**Your objective**
Images excluded, return every record exactly as it reads.

**Input data**
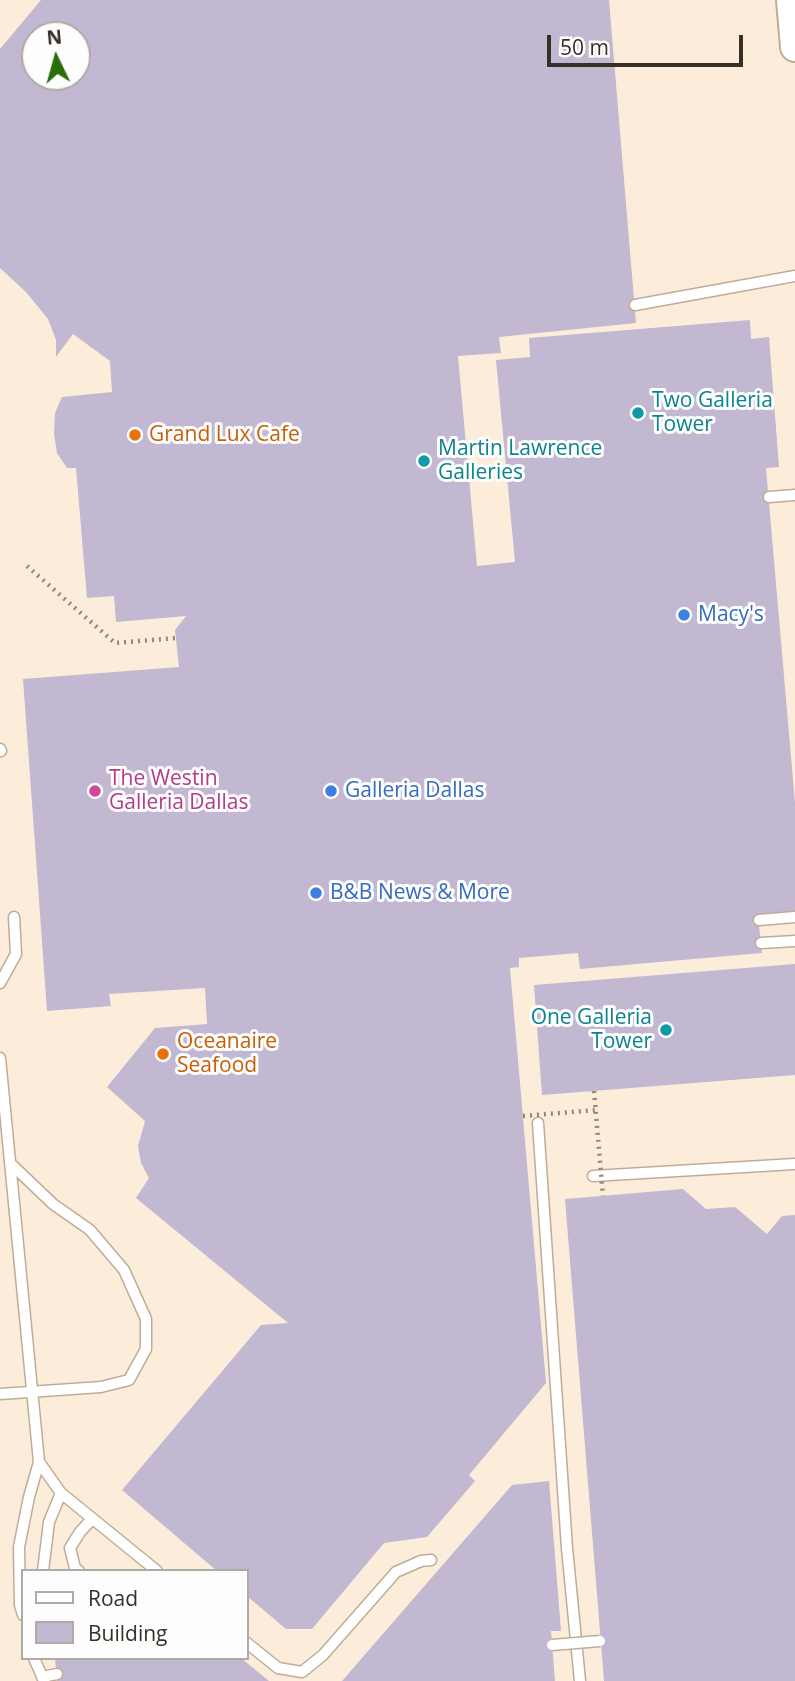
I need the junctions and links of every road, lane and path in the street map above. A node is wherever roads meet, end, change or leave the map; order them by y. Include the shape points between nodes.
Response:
1 (792, 0) edge
2 (795, 47) edge
3 (795, 276) edge
4 (635, 306) dead end
5 (795, 495) edge
6 (769, 497) dead end
7 (27, 566) dead end
8 (176, 638) dead end
9 (795, 916) edge
10 (14, 917) dead end
11 (759, 920) dead end
12 (795, 941) edge
13 (761, 943) dead end
14 (0, 983) edge
15 (0, 1058) edge
16 (1, 1079) edge
17 (594, 1091) dead end
18 (596, 1110) junction
19 (523, 1116) dead end
20 (538, 1123) dead end
21 (3, 1127) edge
22 (10, 1163) junction
23 (795, 1164) edge
24 (593, 1176) dead end
25 (603, 1196) dead end
26 (33, 1392) junction
27 (0, 1394) edge
28 (39, 1462) junction
29 (61, 1493) junction
30 (93, 1519) junction
31 (431, 1560) dead end
32 (43, 1569) edge
33 (76, 1569) edge
34 (155, 1569) edge
35 (21, 1608) edge
36 (600, 1641) dead end
37 (248, 1644) edge
38 (552, 1645) dead end
39 (35, 1660) edge
40 (57, 1674) dead end
41 (43, 1679) edge
42 (580, 1681) edge

1 - 2 street
3 - 4 lane
5 - 6 lane
7 - 8 path via 115,643
9 - 11 lane
10 - 14 lane via 16,954
12 - 13 lane
15 - 16 lane
16 - 21 lane
17 - 18 path, bridge
18 - 19 path, bridge
18 - 25 path, bridge
20 - 42 lane via 564,1548
21 - 22 lane
22 - 26 lane
22 - 26 lane via 53,1204 90,1230 124,1270 146,1319 146,1349 128,1380 101,1387
23 - 24 lane
26 - 27 lane
26 - 28 lane
28 - 29 lane
28 - 35 lane via 19,1547
29 - 30 lane
29 - 32 lane via 49,1522
30 - 33 lane via 71,1548
30 - 34 lane
31 - 37 lane via 396,1572 324,1655 302,1672 278,1668
36 - 38 lane, bridge
39 - 41 lane
40 - 41 lane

**Written answer**
I need the junctions and links of every road, lane and path in the street map above. A node is wherever roads meet, end, change or leave the map; order them by y. Include the shape points between nodes.
Response:
1 (792, 0) edge
2 (795, 47) edge
3 (795, 276) edge
4 (635, 306) dead end
5 (795, 495) edge
6 (769, 497) dead end
7 (27, 566) dead end
8 (176, 638) dead end
9 (795, 916) edge
10 (14, 917) dead end
11 (759, 920) dead end
12 (795, 941) edge
13 (761, 943) dead end
14 (0, 983) edge
15 (0, 1058) edge
16 (1, 1079) edge
17 (594, 1091) dead end
18 (596, 1110) junction
19 (523, 1116) dead end
20 (538, 1123) dead end
21 (3, 1127) edge
22 (10, 1163) junction
23 (795, 1164) edge
24 (593, 1176) dead end
25 (603, 1196) dead end
26 (33, 1392) junction
27 (0, 1394) edge
28 (39, 1462) junction
29 (61, 1493) junction
30 (93, 1519) junction
31 (431, 1560) dead end
32 (43, 1569) edge
33 (76, 1569) edge
34 (155, 1569) edge
35 (21, 1608) edge
36 (600, 1641) dead end
37 (248, 1644) edge
38 (552, 1645) dead end
39 (35, 1660) edge
40 (57, 1674) dead end
41 (43, 1679) edge
42 (580, 1681) edge

1 - 2 street
3 - 4 lane
5 - 6 lane
7 - 8 path via 115,643
9 - 11 lane
10 - 14 lane via 16,954
12 - 13 lane
15 - 16 lane
16 - 21 lane
17 - 18 path, bridge
18 - 19 path, bridge
18 - 25 path, bridge
20 - 42 lane via 564,1548
21 - 22 lane
22 - 26 lane
22 - 26 lane via 53,1204 90,1230 124,1270 146,1319 146,1349 128,1380 101,1387
23 - 24 lane
26 - 27 lane
26 - 28 lane
28 - 29 lane
28 - 35 lane via 19,1547
29 - 30 lane
29 - 32 lane via 49,1522
30 - 33 lane via 71,1548
30 - 34 lane
31 - 37 lane via 396,1572 324,1655 302,1672 278,1668
36 - 38 lane, bridge
39 - 41 lane
40 - 41 lane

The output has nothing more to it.